● **Task data**
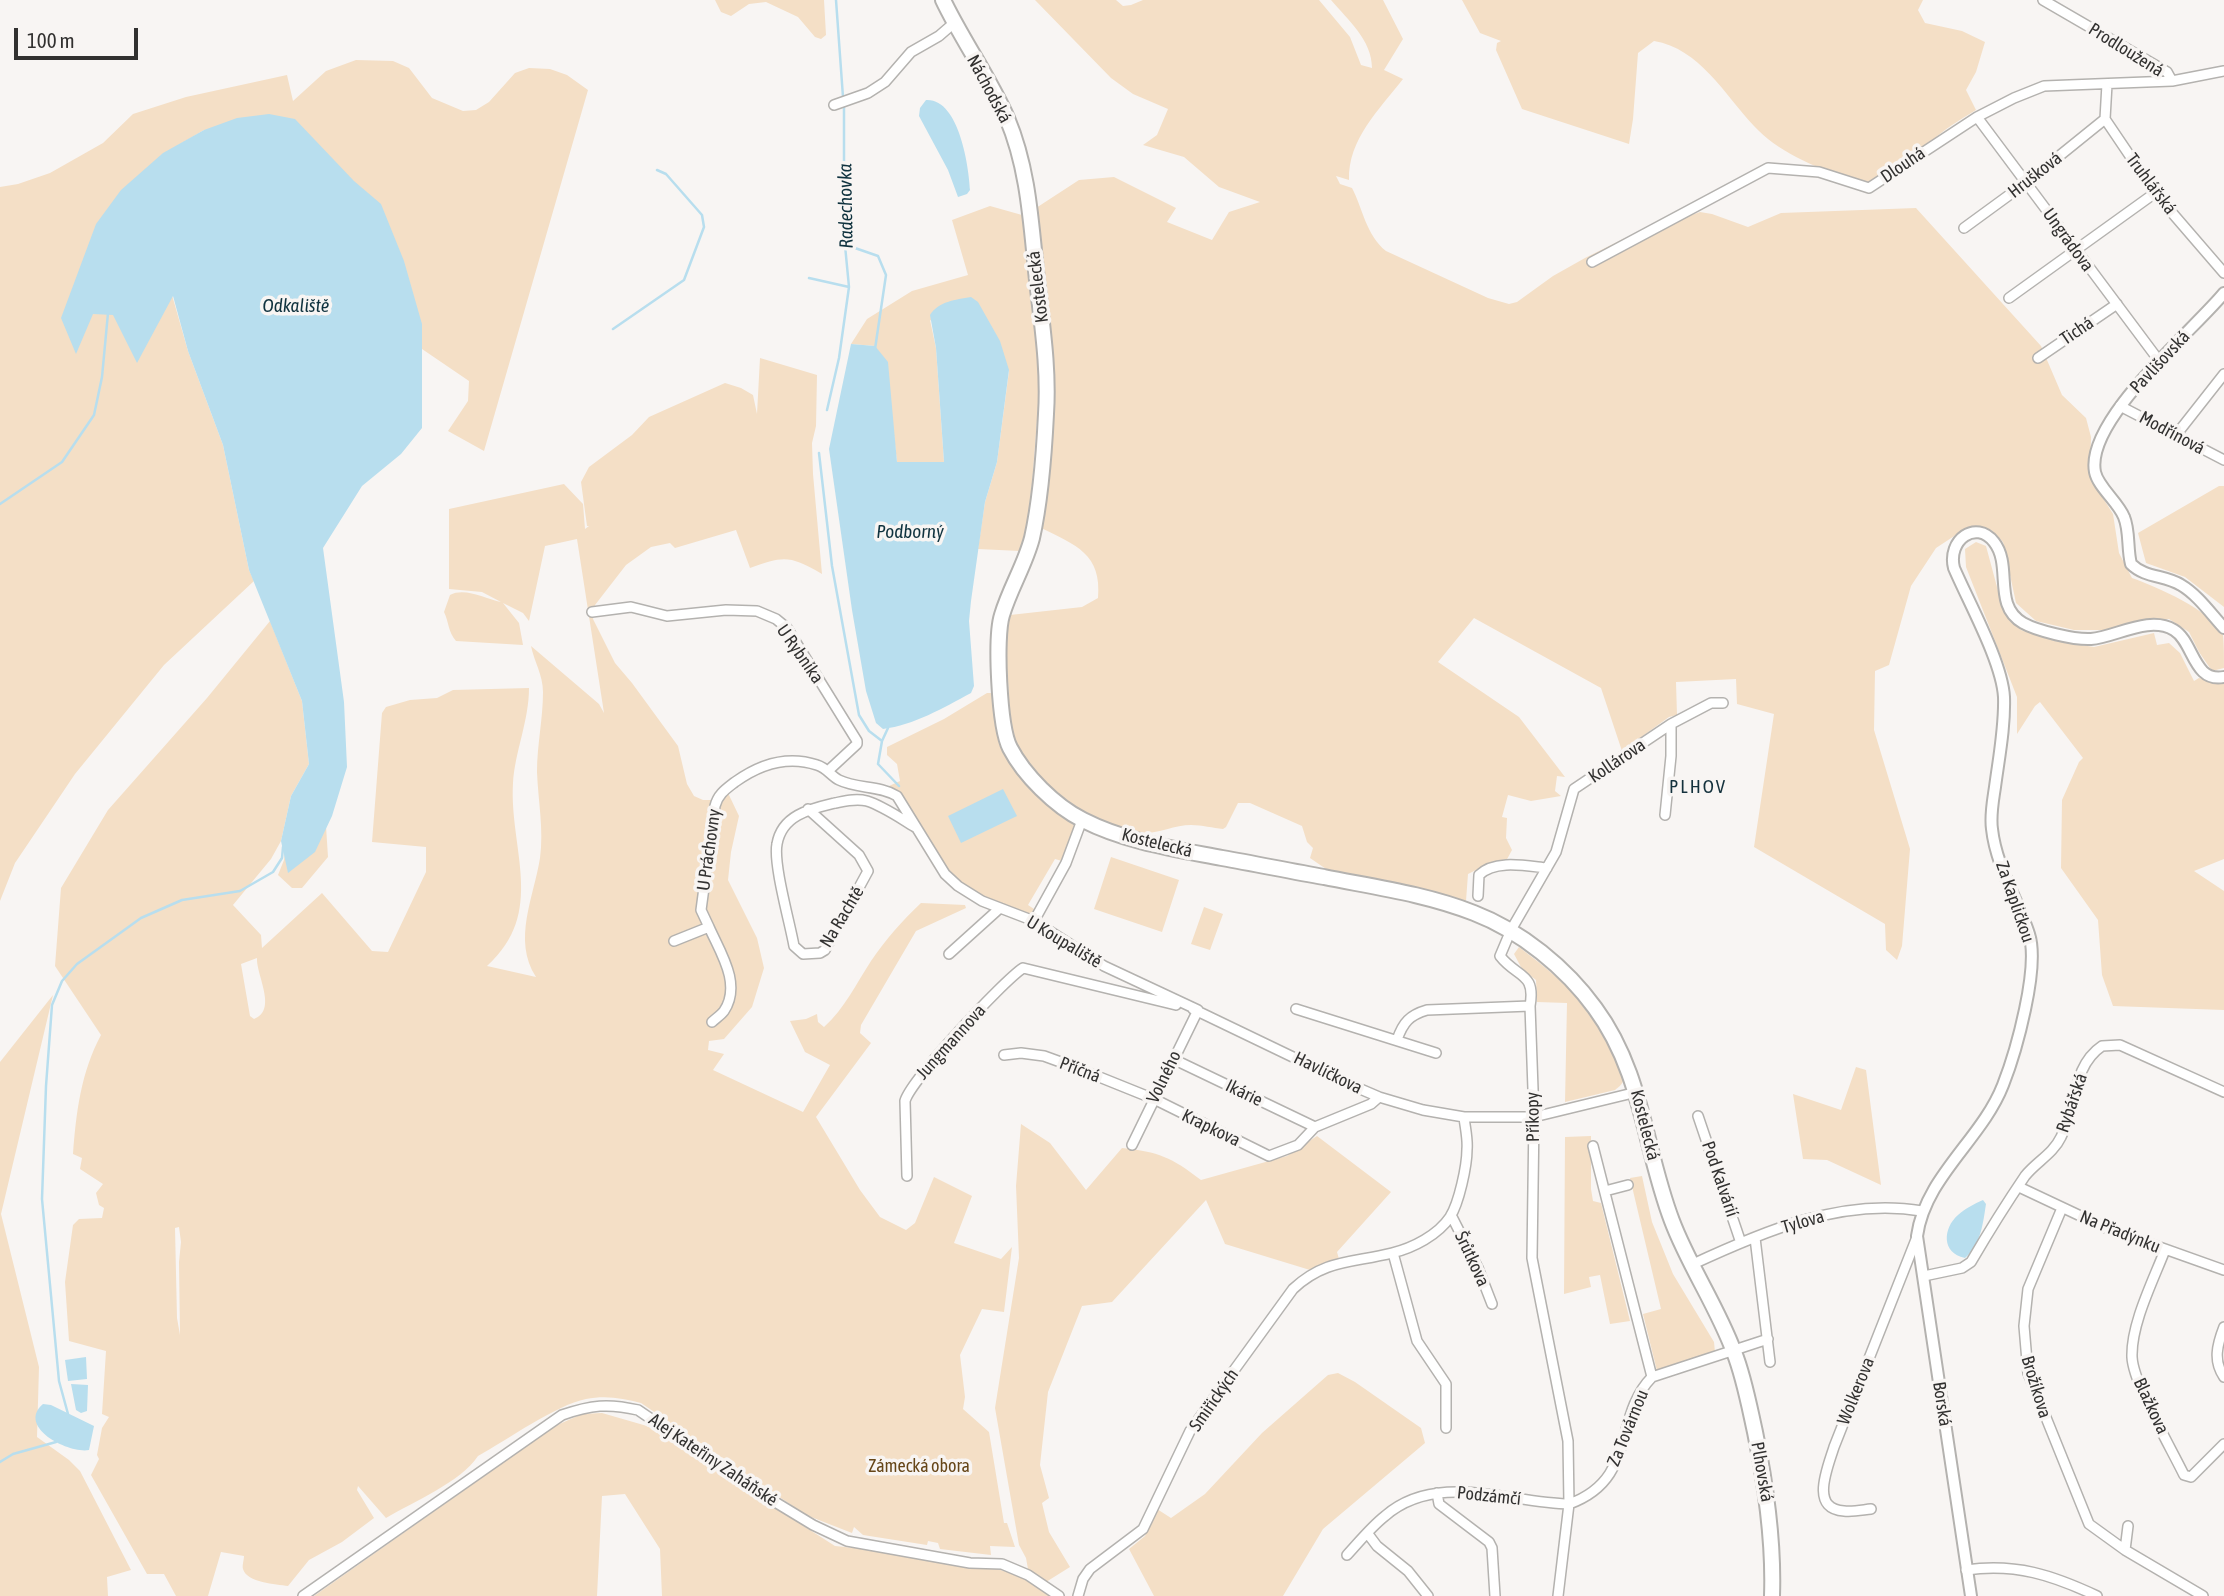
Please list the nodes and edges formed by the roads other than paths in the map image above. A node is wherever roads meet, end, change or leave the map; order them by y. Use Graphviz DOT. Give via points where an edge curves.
graph roads {
  1 [pos="943,0"];
  2 [pos="2043,0"];
  3 [pos="954,23"];
  4 [pos="2224,71"];
  5 [pos="2172,81"];
  6 [pos="2107,84"];
  7 [pos="836,104"];
  8 [pos="1977,117"];
  9 [pos="2105,119"];
  10 [pos="1026,182"];
  11 [pos="2027,182"];
  12 [pos="2155,193"];
  13 [pos="1964,228"];
  14 [pos="2074,250"];
  15 [pos="1592,262"];
  16 [pos="2224,273"];
  17 [pos="2223,297"];
  18 [pos="2008,298"];
  19 [pos="2117,304"];
  20 [pos="2038,358"];
  21 [pos="2160,362"];
  22 [pos="2224,374"];
  23 [pos="2120,406"];
  24 [pos="2176,435"];
  25 [pos="2224,460"];
  26 [pos="592,612"];
  27 [pos="2224,628"];
  28 [pos="2224,677"];
  29 [pos="1723,703"];
  30 [pos="1671,724"];
  31 [pos="829,770"];
  32 [pos="808,809"];
  33 [pos="1665,815"];
  34 [pos="1082,820"];
  35 [pos="916,828"];
  36 [pos="1547,868"];
  37 [pos="1478,896"];
  38 [pos="1000,908"];
  39 [pos="1034,921"];
  40 [pos="709,927"];
  41 [pos="1511,930"];
  42 [pos="674,941"];
  43 [pos="949,954"];
  44 [pos="1028,968"];
  45 [pos="1530,1006"];
  46 [pos="1296,1009"];
  47 [pos="1198,1010"];
  48 [pos="712,1022"];
  49 [pos="1397,1040"];
  50 [pos="1437,1053"];
  51 [pos="1004,1055"];
  52 [pos="1173,1059"];
  53 [pos="1637,1092"];
  54 [pos="2224,1092"];
  55 [pos="1379,1097"];
  56 [pos="1154,1099"];
  57 [pos="1698,1116"];
  58 [pos="1464,1117"];
  59 [pos="1534,1117"];
  60 [pos="1315,1127"];
  61 [pos="1132,1145"];
  62 [pos="1593,1146"];
  63 [pos="907,1176"];
  64 [pos="1628,1185"];
  65 [pos="2019,1187"];
  66 [pos="1605,1191"];
  67 [pos="2062,1208"];
  68 [pos="1922,1211"];
  69 [pos="1451,1215"];
  70 [pos="1917,1236"];
  71 [pos="1755,1238"];
  72 [pos="1741,1242"];
  73 [pos="2165,1250"];
  74 [pos="1393,1253"];
  75 [pos="1691,1265"];
  76 [pos="2224,1270"];
  77 [pos="1924,1276"];
  78 [pos="1492,1304"];
  79 [pos="2224,1327"];
  80 [pos="1768,1339"];
  81 [pos="1734,1351"];
  82 [pos="1770,1362"];
  83 [pos="1652,1377"];
  84 [pos="2224,1377"];
  85 [pos="1446,1428"];
  86 [pos="2224,1444"];
  87 [pos="1437,1493"];
  88 [pos="1569,1504"];
  89 [pos="1871,1509"];
  90 [pos="2128,1526"];
  91 [pos="1368,1534"];
  92 [pos="2126,1550"];
  93 [pos="1347,1555"];
  94 [pos="1966,1570"];
  95 [pos="303,1596"];
  96 [pos="1059,1596"];
  97 [pos="1079,1596"];
  98 [pos="1428,1596"];
  99 [pos="1495,1596"];
  100 [pos="1558,1596"];
  101 [pos="1772,1596"];
  102 [pos="1970,1596"];
  103 [pos="2097,1596"];
  104 [pos="2203,1596"];
  1 -- 3 [label="main road, Náchodská"];
  2 -- 5 [label="street, Prodloužená" via="2167,72"];
  3 -- 7 [label="street" via="911,52 886,82"];
  3 -- 10 [label="main road, Náchodská" via="1006,117"];
  4 -- 5 [label="street, Dlouhá"];
  5 -- 6 [label="street, Dlouhá"];
  6 -- 8 [label="street, Dlouhá" via="2044,86"];
  6 -- 9 [label="street"];
  8 -- 11 [label="street, Ungrádova"];
  8 -- 15 [label="street, Dlouhá" via="1869,188 1819,172 1768,168"];
  9 -- 11 [label="street, Hrušková"];
  9 -- 12 [label="street, Truhlářská"];
  10 -- 34 [label="main road, Kostelecká" via="1046,359 1046,414 1031,542 999,625 1003,713 1006,738 1022,766"];
  11 -- 13 [label="street, Hrušková"];
  11 -- 14 [label="street, Ungrádova"];
  12 -- 14 [label="street"];
  12 -- 16 [label="street, Truhlářská"];
  14 -- 18 [label="street"];
  14 -- 19 [label="street, Ungrádova"];
  17 -- 21 [label="street, Pavlišovská"];
  19 -- 20 [label="street, Tichá"];
  19 -- 21 [label="street, Ungrádova"];
  21 -- 23 [label="street, Pavlišovská"];
  22 -- 24 [label="street"];
  23 -- 24 [label="street, Modřínová"];
  23 -- 27 [label="street, Pavlišovská" via="2102,436 2095,461 2096,474 2126,520 2131,564 2143,573 2182,585"];
  24 -- 25 [label="street, Modřínová"];
  26 -- 31 [label="street, U Rybníka" via="631,607 667,616 757,611 776,619 787,628 857,741"];
  28 -- 68 [label="street, Za Kapličkou" via="2201,671 2182,636 2172,629 2135,628 2089,639 2020,621 2005,601 2002,566 1993,541 1977,533 1957,541 1952,558 2004,696 1991,828 2033,954 2003,1086"];
  29 -- 30 [label="street, Kollárova" via="1711,703"];
  30 -- 33 [label="street"];
  30 -- 36 [label="street, Kollárova" via="1574,789"];
  31 -- 35 [label="street, U Práchovny" via="839,780 888,790 897,796"];
  31 -- 40 [label="street, U Práchovny" via="796,760 781,761 756,769 722,792 715,806 701,909"];
  32 -- 32 [label="street, Na Rachtě" via="784,827 776,855 794,946 803,954 825,950 868,871 859,855"];
  32 -- 35 [label="street" via="860,800"];
  34 -- 39 [label="street" via="1066,863"];
  34 -- 41 [label="main road, Kostelecká" via="1168,848 1435,900"];
  35 -- 38 [label="street, U Koupaliště" via="958,886"];
  36 -- 37 [label="street" via="1517,865 1484,870 1479,875"];
  36 -- 41 [label="street, Kollárova"];
  38 -- 39 [label="street, U Koupaliště"];
  38 -- 43 [label="street"];
  39 -- 47 [label="street, U Koupaliště" via="1090,958"];
  40 -- 42 [label="street"];
  40 -- 48 [label="street, U Práchovny" via="729,969 724,1011"];
  41 -- 45 [label="street, Příkopy" via="1500,956 1532,987"];
  41 -- 53 [label="main road, Kostelecká" via="1595,1007 1618,1045"];
  44 -- 47 [label="street, Havlíčkova"];
  44 -- 63 [label="street, Jungmannova" via="1018,971 990,999 909,1091 905,1101"];
  45 -- 49 [label="street" via="1427,1010 1406,1020"];
  45 -- 59 [label="street, Příkopy"];
  46 -- 49 [label="street"];
  47 -- 52 [label="street, Volného"];
  47 -- 55 [label="street, Havlíčkova"];
  49 -- 50 [label="street"];
  51 -- 56 [label="street, Příčná" via="1044,1056"];
  52 -- 56 [label="street, Volného"];
  52 -- 60 [label="street, Ikárie"];
  53 -- 59 [label="street, Havlíčkova"];
  53 -- 75 [label="main road, Kostelecká" via="1661,1190"];
  54 -- 65 [label="street, Rybářská" via="2120,1045 2102,1046 2086,1062 2057,1145"];
  55 -- 58 [label="street, Havlíčkova"];
  55 -- 60 [label="street"];
  56 -- 60 [label="street, Krapkova" via="1269,1156 1298,1144"];
  56 -- 61 [label="street, Volného"];
  57 -- 72 [label="street, Pod Kalvárií"];
  58 -- 59 [label="street, Havlíčkova"];
  58 -- 69 [label="street" via="1468,1148"];
  59 -- 88 [label="street, Příkopy" via="1532,1258 1569,1441"];
  62 -- 66 [label="street"];
  64 -- 66 [label="street"];
  65 -- 67 [label="street, Na Přadýnku"];
  65 -- 77 [label="street, Rybářská" via="1970,1262"];
  66 -- 83 [label="street"];
  67 -- 73 [label="street, Na Přadýnku"];
  67 -- 92 [label="street, Brožíkova" via="2028,1289 2024,1326 2028,1373 2089,1524"];
  68 -- 70 [label="street, Borská"];
  68 -- 71 [label="street, Tylova" via="1838,1212"];
  69 -- 74 [label="street, Smiřických" via="1421,1242"];
  69 -- 78 [label="street, Šrůtkova"];
  70 -- 77 [label="street, Borská"];
  70 -- 89 [label="street, Wolkerova" via="1824,1482 1822,1494 1831,1507"];
  71 -- 72 [label="street, Tylova"];
  71 -- 80 [label="street"];
  72 -- 75 [label="street, Tylova"];
  73 -- 76 [label="street, Na Přadýnku"];
  73 -- 86 [label="street, Blažkova" via="2136,1326 2132,1359 2137,1379 2187,1478"];
  74 -- 85 [label="street" via="1417,1341 1446,1384"];
  74 -- 97 [label="street, Smiřických" via="1328,1265 1293,1289 1191,1431 1145,1525 1090,1569"];
  75 -- 81 [label="main road, Kostelecká"];
  77 -- 94 [label="street, Borská"];
  79 -- 84 [label="street" via="2217,1360"];
  80 -- 81 [label="street, Za Továrnou"];
  80 -- 82 [label="street"];
  81 -- 83 [label="street, Za Továrnou"];
  81 -- 101 [label="main road, Plhovská" via="1767,1498"];
  83 -- 88 [label="street, Za Továrnou" via="1636,1400 1612,1472 1585,1498"];
  87 -- 88 [label="street, Podzámčí"];
  87 -- 91 [label="street, Podzámčí" via="1398,1506"];
  87 -- 99 [label="street" via="1439,1504 1489,1542"];
  88 -- 100 [label="street"];
  90 -- 92 [label="street"];
  91 -- 93 [label="street, Podzámčí"];
  91 -- 98 [label="street" via="1408,1570"];
  92 -- 104 [label="street, Brožíkova"];
  94 -- 102 [label="street, Borská"];
  94 -- 103 [label="street" via="1986,1567 2047,1574"];
  95 -- 96 [label="street, Alej Kateřiny Zaháňské" via="562,1415 589,1406 638,1410 757,1492 847,1541 970,1563 1002,1564 1028,1574"];
}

● **Instructions for the task**
Scan the material above for the word "Příkopy". Copy each line where it occurs.

● **Result**
  41 -- 45 [label="street, Příkopy" via="1500,956 1532,987"];
  45 -- 59 [label="street, Příkopy"];
  59 -- 88 [label="street, Příkopy" via="1532,1258 1569,1441"];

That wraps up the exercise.